You're not exactly addressing the point I raised, though. "Public funding"
relies upon coercion. That many people consider such coercion an "utterly
mundane fact of life" is irrelevant to the underlying immorality of it:
forcing some people to pay for goods and services to be given to others.

I'm not suggesting that people who are through no fault of their own incapable
of providing for themselves be left to die or suffer.
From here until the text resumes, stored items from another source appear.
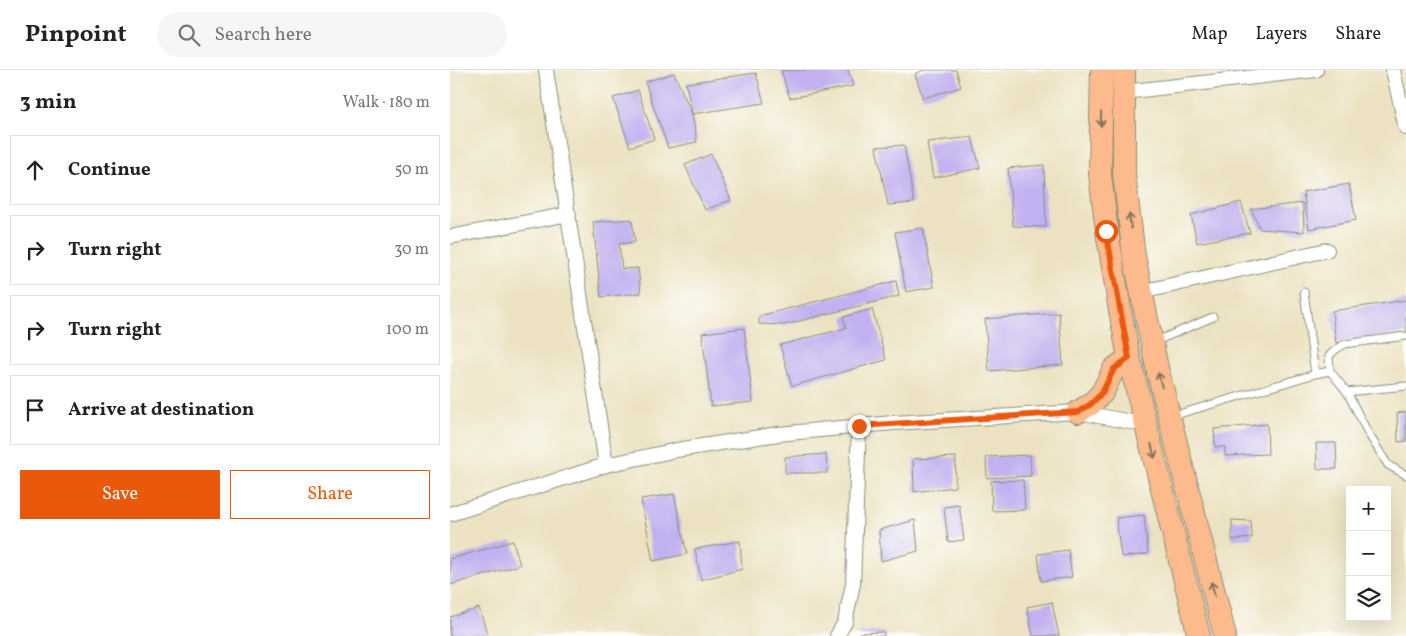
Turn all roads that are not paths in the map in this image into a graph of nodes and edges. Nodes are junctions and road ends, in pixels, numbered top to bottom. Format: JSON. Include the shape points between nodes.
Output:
{"nodes":[{"id":1,"x":546,"y":70,"type":"edge"},
{"id":2,"x":1102,"y":70,"type":"edge"},
{"id":3,"x":1316,"y":70,"type":"edge"},
{"id":4,"x":1393,"y":70,"type":"edge"},
{"id":5,"x":1124,"y":81,"type":"edge"},
{"id":6,"x":1406,"y":128,"type":"edge"},
{"id":7,"x":569,"y":214,"type":"junction"},
{"id":8,"x":450,"y":237,"type":"edge"},
{"id":9,"x":1327,"y":250,"type":"dead end"},
{"id":10,"x":1142,"y":292,"type":"junction"},
{"id":11,"x":1304,"y":292,"type":"dead end"},
{"id":12,"x":1213,"y":316,"type":"dead end"},
{"id":13,"x":1406,"y":336,"type":"edge"},
{"id":14,"x":1151,"y":343,"type":"junction"},
{"id":15,"x":1129,"y":358,"type":"junction"},
{"id":16,"x":1330,"y":371,"type":"junction"},
{"id":17,"x":1315,"y":374,"type":"junction"},
{"id":18,"x":1406,"y":386,"type":"edge"},
{"id":19,"x":1347,"y":392,"type":"junction"},
{"id":20,"x":1078,"y":412,"type":"junction"},
{"id":21,"x":1169,"y":417,"type":"junction"},
{"id":22,"x":1147,"y":425,"type":"junction"},
{"id":23,"x":859,"y":426,"type":"junction"},
{"id":24,"x":606,"y":465,"type":"junction"},
{"id":25,"x":1405,"y":474,"type":"edge"},
{"id":26,"x":450,"y":514,"type":"edge"},
{"id":27,"x":837,"y":636,"type":"edge"},
{"id":28,"x":1199,"y":636,"type":"edge"},
{"id":29,"x":1225,"y":636,"type":"edge"}],
"edges":[{"from":1,"to":7,"type":"street"},
{"from":2,"to":15,"type":"main road","one_way":true,"via":[[1100,174],[1106,231]]},
{"from":3,"to":5,"type":"street"},
{"from":4,"to":6,"type":"street"},
{"from":10,"to":5,"type":"main road","one_way":true,"via":[[1124,174]]},
{"from":7,"to":8,"type":"street"},
{"from":7,"to":24,"type":"street"},
{"from":9,"to":10,"type":"street"},
{"from":10,"to":14,"type":"main road"},
{"from":11,"to":17,"type":"lane"},
{"from":12,"to":14,"type":"lane"},
{"from":13,"to":16,"type":"lane","via":[[1345,344],[1329,356]]},
{"from":21,"to":14,"type":"main road","one_way":true},
{"from":15,"to":20,"type":"main road","via":[[1114,369],[1102,393]]},
{"from":15,"to":22,"type":"main road"},
{"from":16,"to":17,"type":"lane"},
{"from":16,"to":19,"type":"lane"},
{"from":17,"to":21,"type":"lane"},
{"from":18,"to":19,"type":"lane"},
{"from":19,"to":25,"type":"lane","via":[[1388,465]]},
{"from":20,"to":22,"type":"street"},
{"from":20,"to":23,"type":"street"},
{"from":29,"to":21,"type":"main road","one_way":true},
{"from":22,"to":28,"type":"main road","one_way":true},
{"from":23,"to":24,"type":"street","via":[[778,434]]},
{"from":23,"to":27,"type":"street","via":[[853,584],[845,622]]},
{"from":24,"to":26,"type":"street"}]}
I'm suggesting that the
ends don't justify the means when it comes to the initiation of force.

 _Edited_ : here's an open letter, originally written to Rand, that
illustrates the coercive nature of Government, and explains a rational,
coercion-free alternative: [http://www.lewrockwell.com/1970/01/roy-a-childs-
jr/objectivi...](http://www.lewrockwell.com/1970/01/roy-a-childs-
jr/objectivism-and-the-state-an-open-letter-to-ayn-rand/)

 _Edited_ : linking to LewRockwell.com does _not_ constitute a blanket
endorsement of their content on my part :)

------
DoctorZeus
The market selects for amorality; the structure of corporate governance
(especially with publicly traded companies) ensures that everything hinting
otherwise is really just particularly effective PR.